**What the task asks:** From the listing below, extract every line in which the word "Left" appears.

[Provided records]

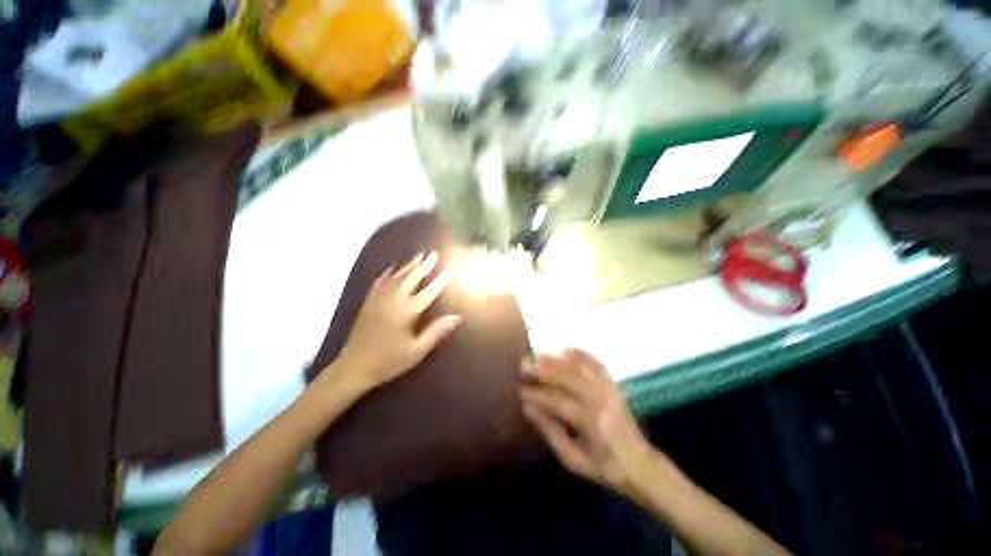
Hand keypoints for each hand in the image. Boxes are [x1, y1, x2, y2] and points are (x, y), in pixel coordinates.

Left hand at [338, 252, 460, 389]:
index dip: (439, 281)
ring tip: (417, 256)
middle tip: (432, 254)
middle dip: (423, 266)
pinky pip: (379, 282)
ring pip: (396, 277)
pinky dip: (387, 273)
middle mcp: (393, 300)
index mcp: (407, 312)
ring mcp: (379, 299)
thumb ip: (436, 332)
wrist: (354, 367)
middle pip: (411, 278)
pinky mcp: (368, 302)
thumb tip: (457, 317)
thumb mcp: (417, 351)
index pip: (428, 292)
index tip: (448, 270)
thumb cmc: (389, 361)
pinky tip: (392, 267)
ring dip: (408, 265)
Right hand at [521, 348, 653, 496]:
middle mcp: (602, 401)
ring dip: (558, 359)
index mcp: (593, 424)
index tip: (520, 390)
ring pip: (581, 367)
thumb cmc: (604, 467)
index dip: (538, 395)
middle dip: (544, 368)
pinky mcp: (613, 385)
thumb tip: (528, 409)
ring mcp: (609, 390)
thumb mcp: (574, 461)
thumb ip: (551, 433)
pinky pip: (596, 364)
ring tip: (538, 355)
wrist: (640, 464)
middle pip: (569, 377)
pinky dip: (581, 354)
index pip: (559, 402)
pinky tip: (566, 350)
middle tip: (524, 364)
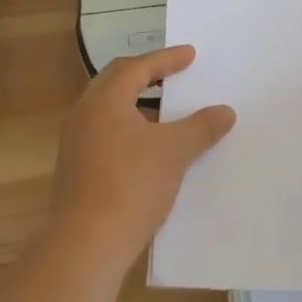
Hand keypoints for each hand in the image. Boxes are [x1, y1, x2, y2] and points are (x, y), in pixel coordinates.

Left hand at [49, 45, 235, 267]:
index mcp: (105, 99)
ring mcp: (75, 143)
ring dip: (138, 103)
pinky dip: (128, 127)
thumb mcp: (175, 152)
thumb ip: (201, 126)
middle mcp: (85, 114)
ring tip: (166, 110)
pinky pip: (105, 132)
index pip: (138, 66)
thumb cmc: (131, 185)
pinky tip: (149, 146)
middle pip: (117, 81)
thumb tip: (226, 111)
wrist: (85, 247)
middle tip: (174, 72)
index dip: (166, 59)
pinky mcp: (75, 169)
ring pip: (109, 108)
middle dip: (148, 74)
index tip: (190, 55)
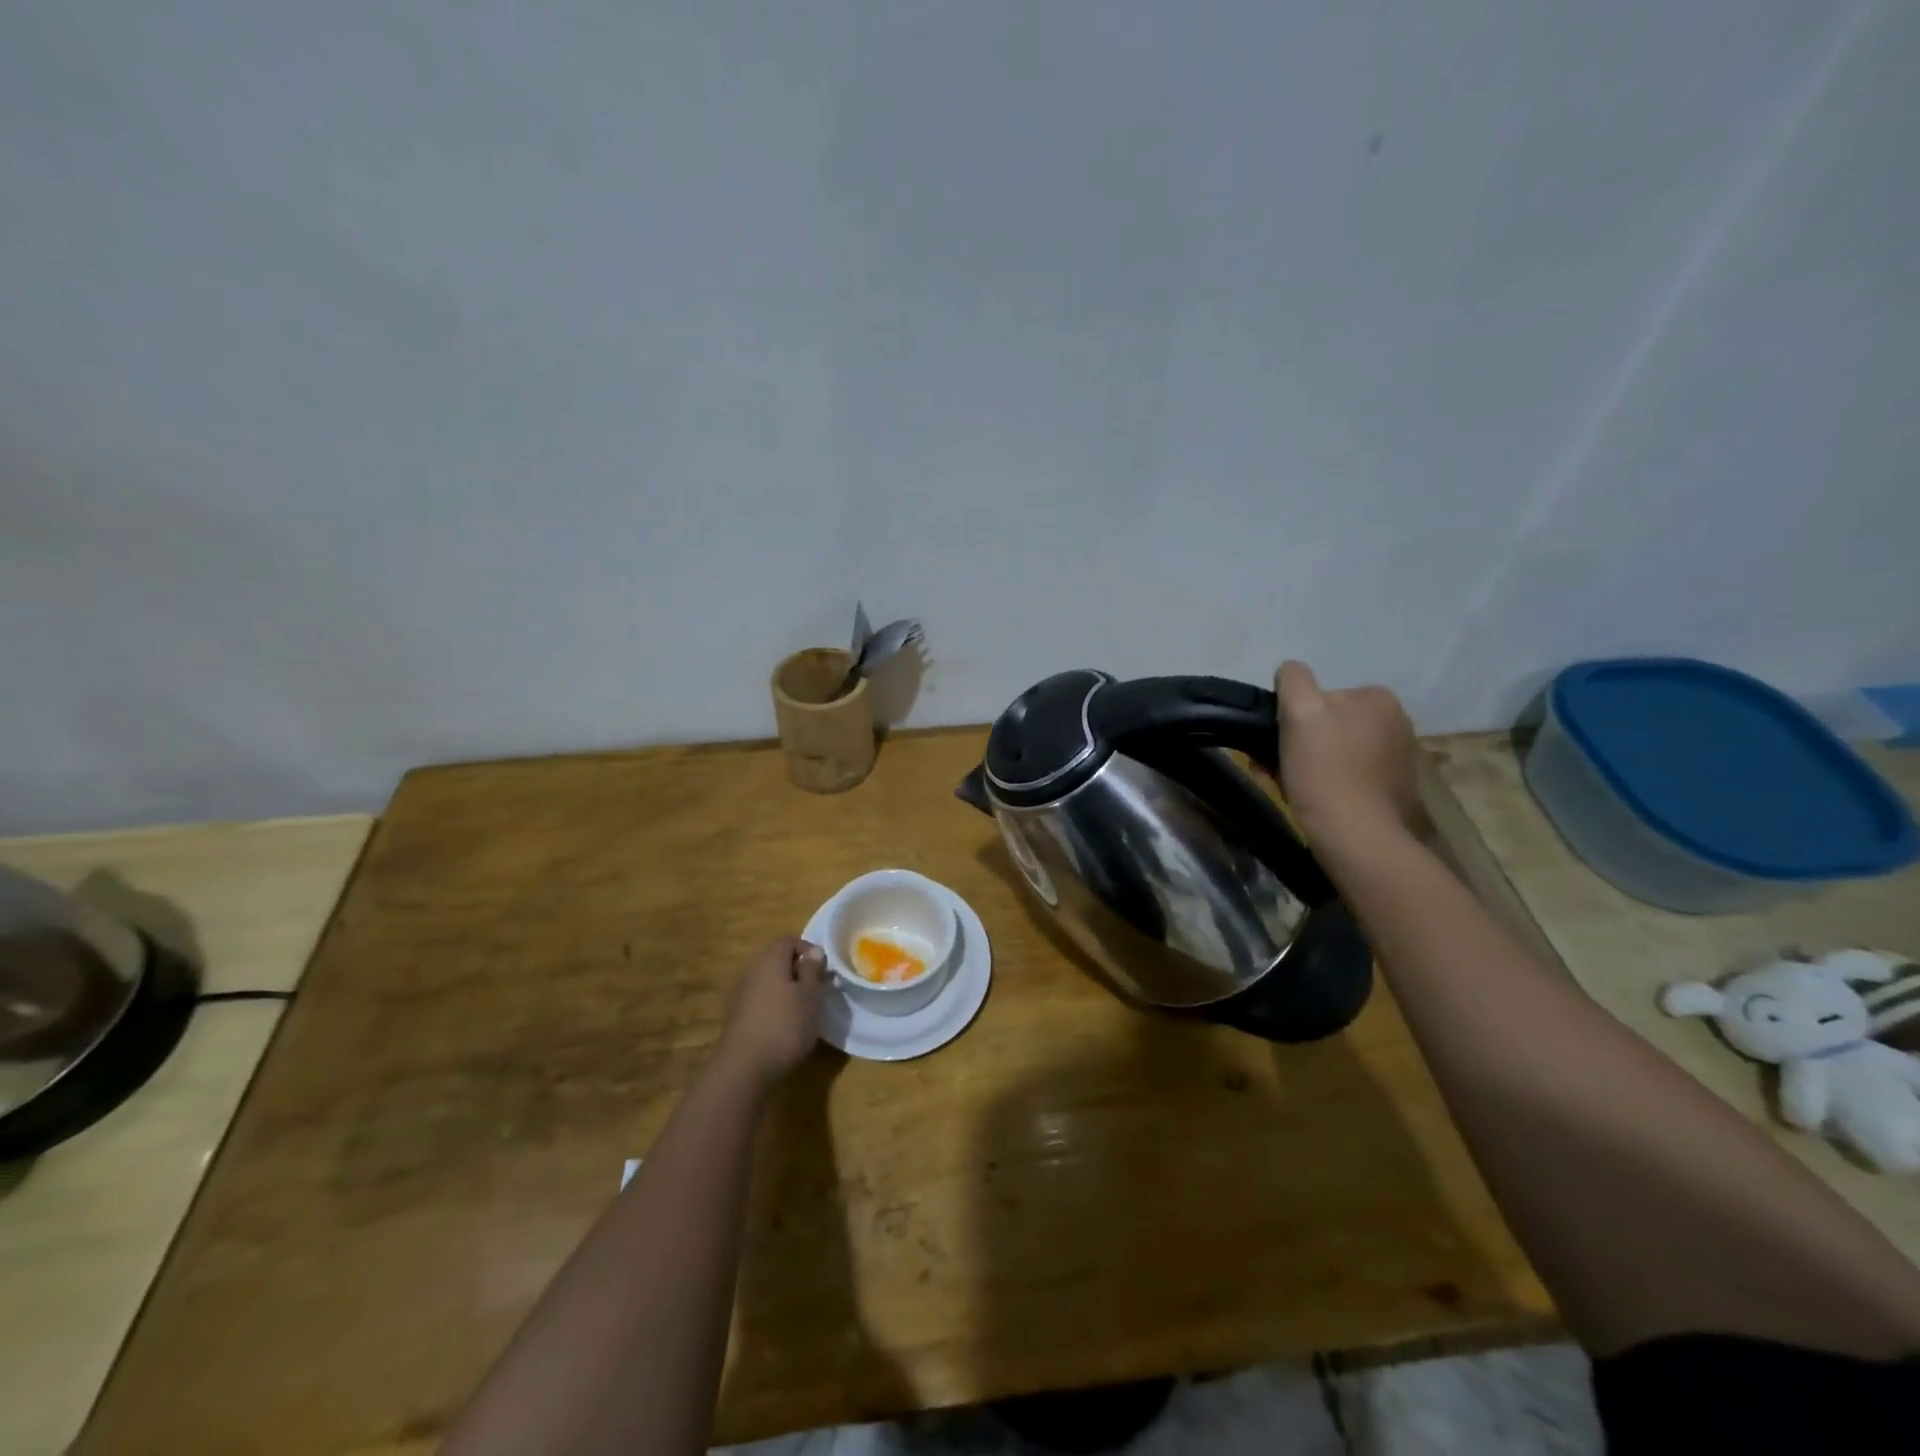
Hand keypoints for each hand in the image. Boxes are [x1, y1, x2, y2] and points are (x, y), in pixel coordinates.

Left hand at [713, 936, 826, 1090]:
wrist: (744, 1069)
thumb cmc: (785, 1026)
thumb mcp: (810, 996)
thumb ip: (812, 970)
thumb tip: (814, 950)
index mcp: (770, 960)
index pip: (789, 940)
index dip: (808, 949)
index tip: (824, 970)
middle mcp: (752, 971)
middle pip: (777, 960)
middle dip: (798, 970)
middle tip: (816, 989)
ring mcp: (741, 994)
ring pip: (768, 981)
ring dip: (786, 990)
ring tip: (803, 1010)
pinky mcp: (737, 1017)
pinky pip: (760, 1000)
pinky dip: (774, 1006)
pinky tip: (784, 1026)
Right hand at [1274, 660, 1417, 846]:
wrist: (1355, 835)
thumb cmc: (1324, 770)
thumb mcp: (1299, 711)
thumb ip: (1294, 680)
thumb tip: (1291, 670)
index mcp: (1378, 698)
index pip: (1321, 696)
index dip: (1295, 718)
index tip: (1280, 743)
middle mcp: (1398, 721)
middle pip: (1330, 724)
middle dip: (1302, 742)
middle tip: (1277, 767)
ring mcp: (1401, 757)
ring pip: (1339, 750)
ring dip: (1314, 763)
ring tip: (1294, 786)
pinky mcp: (1397, 788)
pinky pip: (1354, 775)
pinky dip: (1334, 782)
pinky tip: (1320, 799)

[/Provided records]

**Exercise solution:**
Left hand at [338, 252, 460, 389]:
Left hand at [49, 45, 235, 267]:
Left hand at [713, 936, 826, 1090]:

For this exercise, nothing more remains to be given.